世界初の先物取引市場とされる、江戸時代の堂島米市場。先例のない市場がどのように機能し発展したか、市場経済の本質をも明らかにした『大坂堂島米市場』の英訳書。
2018年に講談社現代新書のレーベルから刊行した拙著『大坂堂島米市場』が、内閣府事業の一環で実施している「令和3年度対日理解の促進に資する書籍の翻訳出版事業」に選出され、この度、英訳版が電子書籍でリリースされた。
最初にこのお話を頂いた時は、既に書いたものを英訳する、しかも翻訳は4名から成る翻訳チームが実施する、ということだったので、簡単そうに思えた。
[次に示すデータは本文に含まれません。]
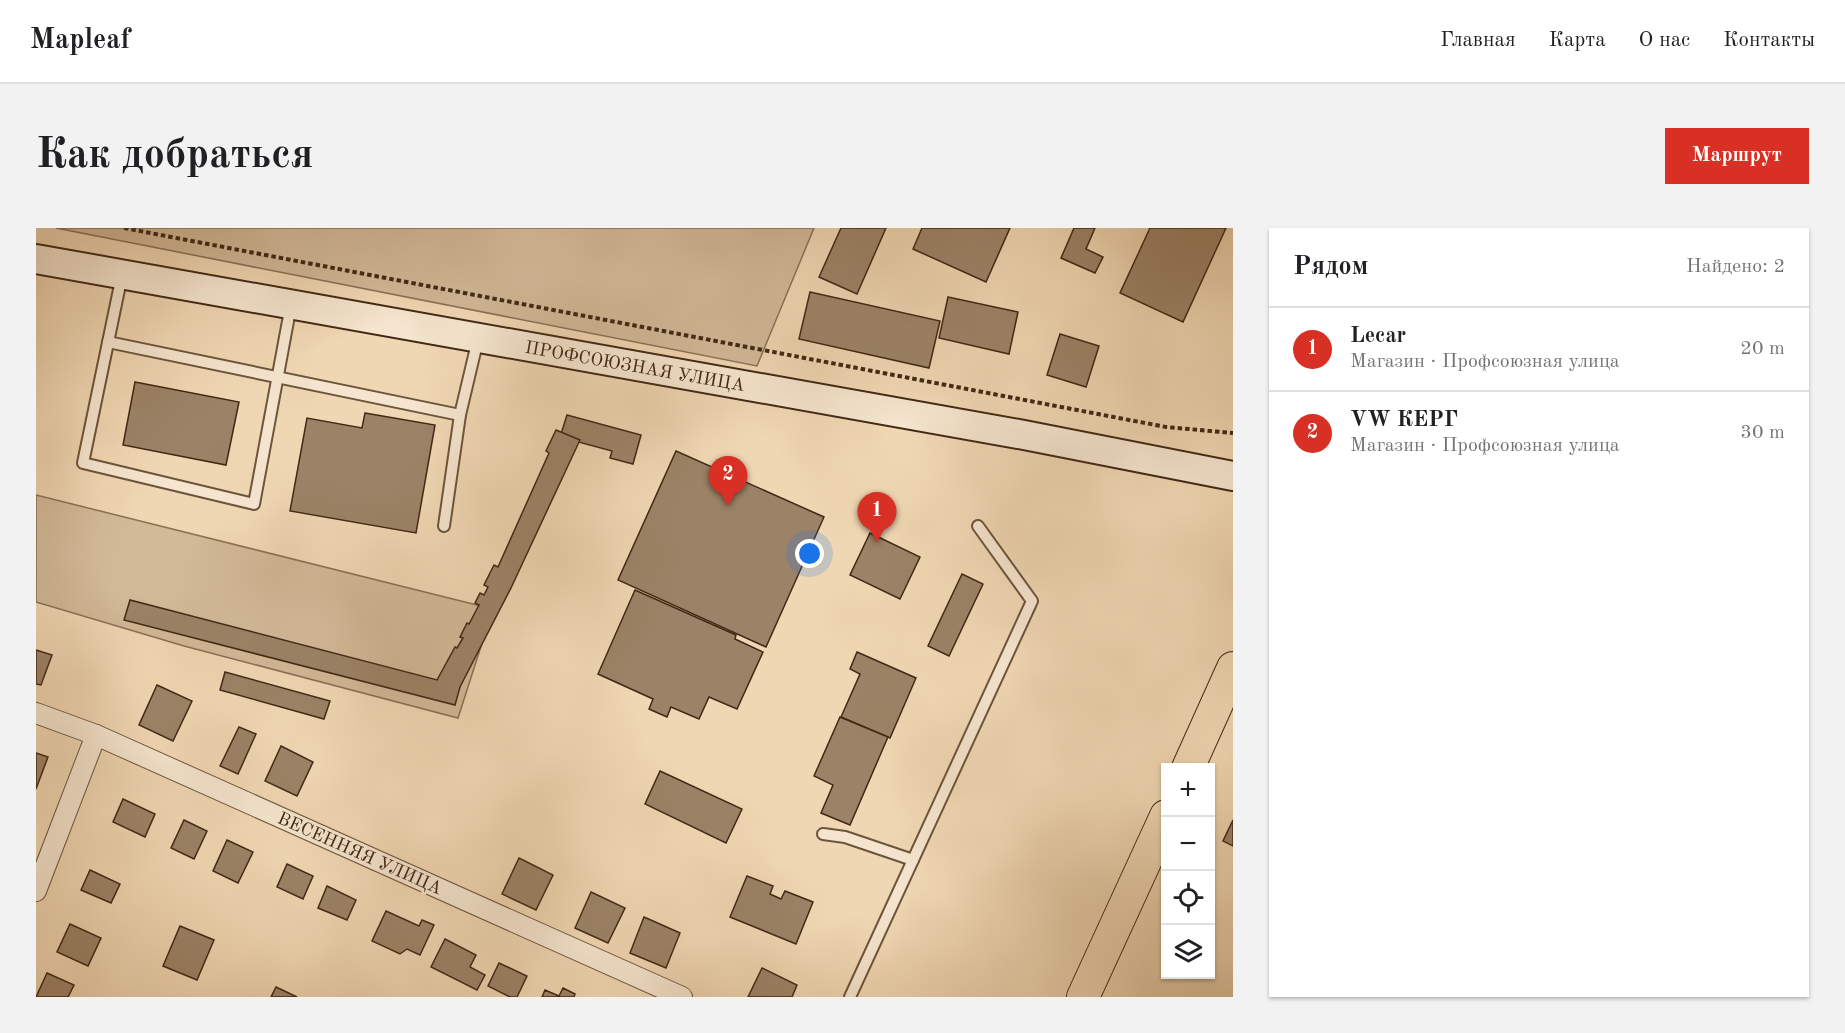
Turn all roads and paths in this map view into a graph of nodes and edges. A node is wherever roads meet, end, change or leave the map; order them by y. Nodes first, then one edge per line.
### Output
1 (124, 228) edge
2 (36, 259) edge
3 (122, 274) junction
4 (291, 304) junction
5 (478, 338) junction
6 (108, 342) junction
7 (278, 377) junction
8 (460, 415) junction
9 (1233, 433) edge
10 (1233, 476) edge
11 (444, 526) dead end
12 (978, 526) dead end
13 (1233, 668) edge
14 (36, 713) edge
15 (96, 735) junction
16 (1190, 763) edge
17 (1166, 817) edge
18 (823, 834) dead end
19 (913, 860) junction
20 (36, 891) edge
21 (682, 997) edge
22 (850, 997) edge
23 (1083, 997) edge

1 - 9 path
2 - 3 main road, ПРОФСОЮЗНАЯ УЛИЦА
3 - 4 main road, ПРОФСОЮЗНАЯ УЛИЦА
3 - 6 lane
4 - 5 main road, ПРОФСОЮЗНАЯ УЛИЦА
4 - 7 lane
5 - 8 lane
5 - 10 main road, ПРОФСОЮЗНАЯ УЛИЦА
6 - 7 lane
6 - 7 lane
7 - 8 lane
8 - 11 lane
12 - 19 lane
13 - 16 main road
14 - 15 street, ВЕСЕННЯЯ УЛИЦА
15 - 20 street
15 - 21 street, ВЕСЕННЯЯ УЛИЦА
17 - 23 main road
18 - 19 lane
19 - 22 lane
しかし、実際に手元に届いた英文翻訳原稿は、自分の意図が反映されていない箇所が散見され、その確認や修正に思いのほか手間どった。
しかし、それは翻訳者の責任ではなく、私の責任であった。「100人いれば、100人がそう読むであろう書き方」が、日本語の段階でできていなかったのだ。読者(当初は日本人を想定していた)の背景知識や、読者による善意の深読みを期待した書き方をしてしまっていたからこそ、翻訳チームは戸惑ったのである(彼女/彼達の名誉のために言っておくと、翻訳チームの日本語能力と文章読解力は相 当程度に高かった)。
研究成果を国際的に発信することが強く求められているなか、今回の翻訳事業を通じて、「ユニバーサルなモノの書き方」を学んだことは貴重な経験となった。拙著が、広く海外の方々に読まれることは大変にありがたいことであり、今からどのようなフィードバックがあるのか楽しみである。
日本の歴史、特に経済の歴史を英語で書く必要がある学生?教員にも便利な書となっているはずなので、ぜひご覧頂きたい。